Why doesn't rvalue destroy right after it's used?

Question

I wrote the following program and expected that the rvalue gotten from std::move() would be destroyed right after it's used in the function call:

struct A
{
    A(){ }
    A(const A&){ std::cout << "A&" << std::endl; }
    ~A(){ std::cout << "~A()" << std::endl; }
    A operator=(const A&){ std::cout << "operator=" << std::endl; return A();}
};

void foo(const A&&){ std::cout << "foo()" << std::endl; }

int main(){
    const A& a = A();
    foo(std::move(a)); //after evaluation the full-expression 
                       //rvalue should have been destroyed
    std::cout << "before ending the program" << std::endl;
}

But it was not. The following output was produced instead:

foo()
before ending the program
~A()

DEMO

As said in the answer

rvalues denote temporary objects which are destroyed at the next semicolon

What did I get wrong?

Answer 1

std::move does not make a into a temporary value. Rather it creates an rvalue reference to a, which is used in function foo. In this case std::move is not doing anything for you.

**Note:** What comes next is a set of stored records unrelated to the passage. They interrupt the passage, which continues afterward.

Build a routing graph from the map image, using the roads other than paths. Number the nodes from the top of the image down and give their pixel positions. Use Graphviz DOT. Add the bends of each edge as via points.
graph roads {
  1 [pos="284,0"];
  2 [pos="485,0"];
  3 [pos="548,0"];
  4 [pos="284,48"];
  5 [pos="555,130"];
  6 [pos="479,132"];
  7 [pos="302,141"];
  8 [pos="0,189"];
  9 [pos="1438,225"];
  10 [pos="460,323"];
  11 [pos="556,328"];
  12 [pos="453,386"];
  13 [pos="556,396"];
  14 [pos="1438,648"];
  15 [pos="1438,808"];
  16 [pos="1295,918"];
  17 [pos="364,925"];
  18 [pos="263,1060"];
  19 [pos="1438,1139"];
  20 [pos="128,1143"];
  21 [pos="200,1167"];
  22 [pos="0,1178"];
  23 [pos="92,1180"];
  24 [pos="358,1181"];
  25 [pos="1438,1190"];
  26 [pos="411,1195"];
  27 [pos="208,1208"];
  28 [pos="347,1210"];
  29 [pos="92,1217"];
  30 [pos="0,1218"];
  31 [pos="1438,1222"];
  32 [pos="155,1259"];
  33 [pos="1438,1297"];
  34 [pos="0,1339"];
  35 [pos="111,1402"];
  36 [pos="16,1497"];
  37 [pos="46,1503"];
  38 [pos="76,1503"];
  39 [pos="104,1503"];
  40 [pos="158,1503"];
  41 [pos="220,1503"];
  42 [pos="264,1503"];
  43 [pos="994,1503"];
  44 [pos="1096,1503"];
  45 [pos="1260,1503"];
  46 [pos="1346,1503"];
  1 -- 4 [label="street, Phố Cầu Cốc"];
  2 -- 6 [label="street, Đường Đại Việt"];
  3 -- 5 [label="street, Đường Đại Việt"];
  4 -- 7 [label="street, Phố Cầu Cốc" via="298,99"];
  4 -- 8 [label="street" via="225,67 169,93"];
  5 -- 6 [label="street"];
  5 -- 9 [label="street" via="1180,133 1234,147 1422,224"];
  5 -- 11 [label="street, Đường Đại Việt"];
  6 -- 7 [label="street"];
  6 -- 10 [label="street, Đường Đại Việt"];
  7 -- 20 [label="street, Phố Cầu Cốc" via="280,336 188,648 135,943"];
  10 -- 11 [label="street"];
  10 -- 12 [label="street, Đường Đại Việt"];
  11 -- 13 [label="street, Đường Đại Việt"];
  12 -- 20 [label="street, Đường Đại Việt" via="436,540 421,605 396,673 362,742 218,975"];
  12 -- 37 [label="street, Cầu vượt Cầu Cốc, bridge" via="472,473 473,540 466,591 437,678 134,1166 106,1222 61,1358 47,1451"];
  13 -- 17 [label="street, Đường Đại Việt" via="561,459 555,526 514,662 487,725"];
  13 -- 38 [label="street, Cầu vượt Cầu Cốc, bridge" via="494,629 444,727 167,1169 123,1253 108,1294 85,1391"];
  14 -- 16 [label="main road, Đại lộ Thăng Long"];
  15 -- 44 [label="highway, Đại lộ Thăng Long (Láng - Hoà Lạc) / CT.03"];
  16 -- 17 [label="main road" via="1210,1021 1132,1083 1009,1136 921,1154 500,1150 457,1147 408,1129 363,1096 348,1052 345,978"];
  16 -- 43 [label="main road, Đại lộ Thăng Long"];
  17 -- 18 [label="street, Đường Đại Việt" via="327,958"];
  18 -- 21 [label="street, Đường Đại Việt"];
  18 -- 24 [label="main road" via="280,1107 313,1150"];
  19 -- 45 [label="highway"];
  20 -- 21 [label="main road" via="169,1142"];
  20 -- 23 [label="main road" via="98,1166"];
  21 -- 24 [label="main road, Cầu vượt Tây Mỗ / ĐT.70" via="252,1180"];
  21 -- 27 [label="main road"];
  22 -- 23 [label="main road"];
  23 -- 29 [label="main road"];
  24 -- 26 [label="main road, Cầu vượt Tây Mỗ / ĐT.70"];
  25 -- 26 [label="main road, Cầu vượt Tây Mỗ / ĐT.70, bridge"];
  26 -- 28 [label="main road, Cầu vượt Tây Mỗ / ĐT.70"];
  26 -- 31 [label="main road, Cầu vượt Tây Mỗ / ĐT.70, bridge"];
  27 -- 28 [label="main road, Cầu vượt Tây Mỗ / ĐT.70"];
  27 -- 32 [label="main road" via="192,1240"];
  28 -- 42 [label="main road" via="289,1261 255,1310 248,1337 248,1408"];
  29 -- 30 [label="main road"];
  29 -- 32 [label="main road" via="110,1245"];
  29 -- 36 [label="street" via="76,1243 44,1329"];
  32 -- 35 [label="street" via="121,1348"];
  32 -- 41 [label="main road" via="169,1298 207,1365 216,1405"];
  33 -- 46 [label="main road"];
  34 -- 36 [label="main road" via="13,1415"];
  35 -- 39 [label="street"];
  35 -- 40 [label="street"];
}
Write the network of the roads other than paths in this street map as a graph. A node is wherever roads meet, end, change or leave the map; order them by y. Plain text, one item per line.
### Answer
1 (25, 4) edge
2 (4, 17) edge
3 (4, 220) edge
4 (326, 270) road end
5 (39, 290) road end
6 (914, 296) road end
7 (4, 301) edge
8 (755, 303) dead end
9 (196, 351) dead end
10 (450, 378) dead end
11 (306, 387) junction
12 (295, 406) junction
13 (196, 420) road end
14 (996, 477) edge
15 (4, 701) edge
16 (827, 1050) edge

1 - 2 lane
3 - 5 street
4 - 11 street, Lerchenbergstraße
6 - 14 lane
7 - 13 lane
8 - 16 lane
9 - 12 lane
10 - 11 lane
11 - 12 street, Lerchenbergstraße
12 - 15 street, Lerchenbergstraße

The point of std::move is that you can indicate that a move constructor should be used instead of a copy constructor, or that a function being called is free to modify the object in a destructive way. It doesn't automatically cause your object to be destructed.

So what std::move does here is that if it wanted to, the function foo could modify a in a destructive way (since it takes an rvalue reference as its argument). But a is still an lvalue. Only the reference is an rvalue.

There's a great reference here that explains rvalue references in detail, perhaps that will clear a few things up.

Answer 2

Remember: std::move doesn't move the object. std::move is a simple cast that takes an lvalue and makes it look like an rvalue

foo, by taking an argument by rvalue reference, says that the input object will be modified, but left in a valid state. Nothing here about destroying the object.

In the end, a remains an lvalue, no matter how much you try to cast it.

Answer 3

std::move(a) does not alter a to become an rvalue.

Instead, it creates an rvalue reference to a.

---

Edit:

Note that, with your line

const A& a = A();

you rely on a the special case of local const references prolonging the lives of temporaries (see e.g. http://herbsutter.com/2008/01/01/gotw-88-a-candidate-for-the-most-important-const/). This feature predates C++11. As temporaries are basically rvalues, I understand now where your confusion comes from.

Note that by prolonging the life of the temporary (by means of assigning it to the local const reference), your object referenced by a cannot be classified as "object(s) which are destroyed at the next semicolon". Rather, it lives as long as the reference.

May someone else locate http://herbsutter.com/2008/01/01/gotw-88-a-candidate-for-the-most-important-const/ in the C++11 standard. Same for your sentence "rvalues denote temporary objects which are destroyed at the next semicolon".

Answer 4

The rvalue you get from std::move is an rvalue reference, and references don't have a destructor. You can't get to that reference anymore. So why don't you think it has been destroyed?

Answer 5

You didn't get anything wrong; rather, it is the committee that made a mistake in giving std::move that name. It's just a cast, making it easier to "select" move constructors and move assignment operators that actually perform moves. In this case you have neither, so the std::move does literally nothing. You're seeing the original object being destroyed when it goes out of scope as usual.